We have one or two positions available for undergrad and graduate interns
Title: Studying the effect of tutor learning using SimStudent as a teachable agent
Project Description: The primary purpose of the SimStudent Teachable Agent project (www.SimStudent.org) is to study cognitive and social theories on the effect of tutor learning -- a well-known effect that students learn when they teach their peers. To study how, when, and why the effect of tutor learning happens, we have built an on-line game-like learning environment (called APLUS) where students learn how to solve algebra equations by teaching an interactive computer agent, i.e., SimStudent.
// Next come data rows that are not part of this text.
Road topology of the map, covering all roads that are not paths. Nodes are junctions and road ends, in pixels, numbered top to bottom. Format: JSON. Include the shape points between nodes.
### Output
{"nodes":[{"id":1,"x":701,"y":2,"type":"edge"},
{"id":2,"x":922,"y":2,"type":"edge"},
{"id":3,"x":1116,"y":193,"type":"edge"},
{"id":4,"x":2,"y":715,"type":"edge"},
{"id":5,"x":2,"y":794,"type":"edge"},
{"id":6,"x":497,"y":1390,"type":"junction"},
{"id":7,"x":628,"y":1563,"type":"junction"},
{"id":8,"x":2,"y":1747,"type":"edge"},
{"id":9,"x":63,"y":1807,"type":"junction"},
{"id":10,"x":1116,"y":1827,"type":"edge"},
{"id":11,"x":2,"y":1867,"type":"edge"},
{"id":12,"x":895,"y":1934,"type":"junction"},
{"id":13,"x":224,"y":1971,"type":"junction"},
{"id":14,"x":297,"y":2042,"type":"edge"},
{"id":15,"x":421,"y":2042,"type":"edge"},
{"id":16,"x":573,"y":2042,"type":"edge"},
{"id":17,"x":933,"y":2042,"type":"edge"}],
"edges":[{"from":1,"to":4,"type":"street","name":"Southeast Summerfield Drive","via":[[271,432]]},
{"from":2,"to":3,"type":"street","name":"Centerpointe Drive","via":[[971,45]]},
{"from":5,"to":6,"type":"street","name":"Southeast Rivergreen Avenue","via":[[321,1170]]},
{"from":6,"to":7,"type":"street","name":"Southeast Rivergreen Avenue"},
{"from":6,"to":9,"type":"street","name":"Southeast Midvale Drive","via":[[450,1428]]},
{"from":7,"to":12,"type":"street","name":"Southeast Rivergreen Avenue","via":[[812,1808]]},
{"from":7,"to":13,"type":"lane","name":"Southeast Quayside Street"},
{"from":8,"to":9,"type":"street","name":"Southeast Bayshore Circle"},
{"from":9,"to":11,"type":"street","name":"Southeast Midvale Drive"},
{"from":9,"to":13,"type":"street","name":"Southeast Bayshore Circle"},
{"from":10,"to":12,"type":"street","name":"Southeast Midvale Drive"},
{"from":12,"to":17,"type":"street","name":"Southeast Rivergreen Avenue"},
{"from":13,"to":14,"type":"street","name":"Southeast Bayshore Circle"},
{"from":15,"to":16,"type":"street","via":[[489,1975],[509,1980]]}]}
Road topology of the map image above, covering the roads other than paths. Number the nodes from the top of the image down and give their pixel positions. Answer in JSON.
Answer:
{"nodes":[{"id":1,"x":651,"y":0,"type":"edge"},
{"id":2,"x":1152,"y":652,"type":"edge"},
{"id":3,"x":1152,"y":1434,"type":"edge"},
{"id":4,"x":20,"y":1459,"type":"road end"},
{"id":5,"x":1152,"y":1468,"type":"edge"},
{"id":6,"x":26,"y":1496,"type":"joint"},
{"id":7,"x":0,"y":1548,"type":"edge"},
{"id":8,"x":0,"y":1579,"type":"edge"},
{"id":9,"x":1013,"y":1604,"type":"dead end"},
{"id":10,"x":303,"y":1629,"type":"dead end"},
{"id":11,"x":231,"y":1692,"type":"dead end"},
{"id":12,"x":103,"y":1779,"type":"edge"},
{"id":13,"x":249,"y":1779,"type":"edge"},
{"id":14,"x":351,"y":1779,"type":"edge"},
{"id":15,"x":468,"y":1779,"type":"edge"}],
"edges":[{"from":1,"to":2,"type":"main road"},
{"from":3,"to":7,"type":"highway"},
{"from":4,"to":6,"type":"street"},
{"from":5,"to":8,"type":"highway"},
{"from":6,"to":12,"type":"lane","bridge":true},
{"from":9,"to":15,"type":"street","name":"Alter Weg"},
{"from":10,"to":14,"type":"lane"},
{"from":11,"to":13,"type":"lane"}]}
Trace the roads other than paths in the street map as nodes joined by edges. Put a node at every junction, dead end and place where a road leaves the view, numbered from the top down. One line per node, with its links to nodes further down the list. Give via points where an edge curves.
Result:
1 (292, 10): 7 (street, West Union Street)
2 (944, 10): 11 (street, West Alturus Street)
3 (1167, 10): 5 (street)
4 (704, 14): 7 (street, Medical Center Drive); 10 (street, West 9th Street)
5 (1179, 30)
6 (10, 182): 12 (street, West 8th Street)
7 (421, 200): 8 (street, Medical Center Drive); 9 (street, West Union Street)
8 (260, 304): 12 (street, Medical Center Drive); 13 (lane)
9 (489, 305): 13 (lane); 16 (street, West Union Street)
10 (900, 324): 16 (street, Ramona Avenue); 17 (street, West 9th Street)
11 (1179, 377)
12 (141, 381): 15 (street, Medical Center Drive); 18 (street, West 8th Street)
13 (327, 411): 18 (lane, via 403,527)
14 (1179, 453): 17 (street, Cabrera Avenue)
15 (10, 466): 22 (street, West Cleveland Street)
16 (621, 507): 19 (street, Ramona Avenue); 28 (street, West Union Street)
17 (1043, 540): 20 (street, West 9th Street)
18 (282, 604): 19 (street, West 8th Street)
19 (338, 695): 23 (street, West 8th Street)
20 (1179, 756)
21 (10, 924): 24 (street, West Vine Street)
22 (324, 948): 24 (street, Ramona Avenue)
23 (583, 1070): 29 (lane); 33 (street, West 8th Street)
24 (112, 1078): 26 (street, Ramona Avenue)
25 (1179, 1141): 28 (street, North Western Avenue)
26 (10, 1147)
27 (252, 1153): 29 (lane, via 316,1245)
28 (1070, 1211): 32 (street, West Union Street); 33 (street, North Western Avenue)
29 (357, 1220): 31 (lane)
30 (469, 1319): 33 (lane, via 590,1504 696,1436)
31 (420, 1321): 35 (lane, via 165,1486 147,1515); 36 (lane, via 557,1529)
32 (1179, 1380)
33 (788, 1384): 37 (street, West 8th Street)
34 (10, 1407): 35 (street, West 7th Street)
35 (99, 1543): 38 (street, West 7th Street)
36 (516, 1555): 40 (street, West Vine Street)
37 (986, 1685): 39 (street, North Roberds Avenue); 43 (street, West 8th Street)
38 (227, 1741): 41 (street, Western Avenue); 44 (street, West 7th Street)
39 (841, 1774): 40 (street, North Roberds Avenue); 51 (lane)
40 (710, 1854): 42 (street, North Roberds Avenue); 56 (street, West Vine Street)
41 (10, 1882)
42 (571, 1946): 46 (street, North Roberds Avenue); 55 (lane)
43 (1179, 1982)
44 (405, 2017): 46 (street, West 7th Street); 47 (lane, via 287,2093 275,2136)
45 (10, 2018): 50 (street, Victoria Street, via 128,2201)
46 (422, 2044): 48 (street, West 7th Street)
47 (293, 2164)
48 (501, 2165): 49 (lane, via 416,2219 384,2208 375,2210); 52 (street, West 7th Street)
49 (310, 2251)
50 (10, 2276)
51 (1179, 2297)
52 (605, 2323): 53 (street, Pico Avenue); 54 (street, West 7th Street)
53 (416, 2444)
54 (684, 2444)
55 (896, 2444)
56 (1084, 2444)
SimStudent and APLUS provide a rich study environment in which we can conduct a various controlled studies to explore the cognitive and social factors on the effect of tutor learning. For internship, there will also be opportunities to study topics in computer science such like improving SimStudent’s learning mechanism, or issues in human-computer interaction such like improving interactions between (human) students and SimStudent. For each individual summer intern projects, we will provide an independent research project based on the intern's interest and experience. There are a number of potential projects that would be suitable for a summer intern projects including (but not limited to) the ones listed below:
(1) Educational Data-mining Study – How do students learn by teaching? Using the study data mentioned above, a primary goal of the REU project would be to explore cognitive and social factors that mediate tutor learning. Knowledge and experience in advanced statistical analysis and/or data-mining techniques would be required.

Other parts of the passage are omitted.